**Exercise brief:** Whenever a line of the listing contains the string "Kennwort", return that line.

**Data provided:**

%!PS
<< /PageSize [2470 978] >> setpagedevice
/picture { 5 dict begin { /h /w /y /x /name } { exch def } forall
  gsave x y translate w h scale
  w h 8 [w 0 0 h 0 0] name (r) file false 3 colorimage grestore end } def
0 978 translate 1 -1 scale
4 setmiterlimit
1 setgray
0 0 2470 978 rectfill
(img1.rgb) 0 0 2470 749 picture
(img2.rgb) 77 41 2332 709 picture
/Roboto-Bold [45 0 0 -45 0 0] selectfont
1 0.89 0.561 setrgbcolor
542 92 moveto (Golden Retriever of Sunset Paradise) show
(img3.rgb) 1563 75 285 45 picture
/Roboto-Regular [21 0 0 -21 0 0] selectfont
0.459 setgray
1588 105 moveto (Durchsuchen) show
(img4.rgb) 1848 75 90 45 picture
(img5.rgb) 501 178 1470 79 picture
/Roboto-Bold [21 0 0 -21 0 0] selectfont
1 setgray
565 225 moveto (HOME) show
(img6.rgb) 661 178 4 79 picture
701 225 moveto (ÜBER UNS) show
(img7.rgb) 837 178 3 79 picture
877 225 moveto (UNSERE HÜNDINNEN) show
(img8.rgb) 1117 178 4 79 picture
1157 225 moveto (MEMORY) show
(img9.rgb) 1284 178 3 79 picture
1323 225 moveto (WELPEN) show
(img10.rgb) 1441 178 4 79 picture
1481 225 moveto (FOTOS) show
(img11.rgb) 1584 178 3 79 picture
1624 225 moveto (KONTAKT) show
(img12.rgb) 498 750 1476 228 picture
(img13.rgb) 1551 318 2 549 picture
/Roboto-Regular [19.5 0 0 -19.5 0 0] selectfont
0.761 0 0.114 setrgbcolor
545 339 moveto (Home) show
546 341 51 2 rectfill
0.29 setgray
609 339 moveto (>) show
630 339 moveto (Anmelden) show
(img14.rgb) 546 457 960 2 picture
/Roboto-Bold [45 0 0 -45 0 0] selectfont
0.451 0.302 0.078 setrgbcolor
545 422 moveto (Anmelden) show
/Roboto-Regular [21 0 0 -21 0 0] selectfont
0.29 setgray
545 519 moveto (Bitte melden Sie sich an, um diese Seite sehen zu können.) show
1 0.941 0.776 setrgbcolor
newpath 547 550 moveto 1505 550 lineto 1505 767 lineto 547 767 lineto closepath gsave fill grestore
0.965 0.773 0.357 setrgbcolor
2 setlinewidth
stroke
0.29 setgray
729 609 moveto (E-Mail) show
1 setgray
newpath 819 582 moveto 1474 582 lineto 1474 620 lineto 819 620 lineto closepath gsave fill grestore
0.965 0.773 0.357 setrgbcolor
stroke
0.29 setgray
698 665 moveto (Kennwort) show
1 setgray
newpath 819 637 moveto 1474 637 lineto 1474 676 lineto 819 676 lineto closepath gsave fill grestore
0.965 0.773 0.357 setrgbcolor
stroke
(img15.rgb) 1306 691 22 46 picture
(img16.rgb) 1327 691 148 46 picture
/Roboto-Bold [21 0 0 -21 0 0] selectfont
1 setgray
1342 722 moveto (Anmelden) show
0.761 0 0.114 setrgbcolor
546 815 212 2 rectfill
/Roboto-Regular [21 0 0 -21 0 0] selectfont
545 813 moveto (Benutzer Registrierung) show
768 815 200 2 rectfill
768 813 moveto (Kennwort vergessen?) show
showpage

**Task response:**
698 665 moveto (Kennwort) show
768 813 moveto (Kennwort vergessen?) show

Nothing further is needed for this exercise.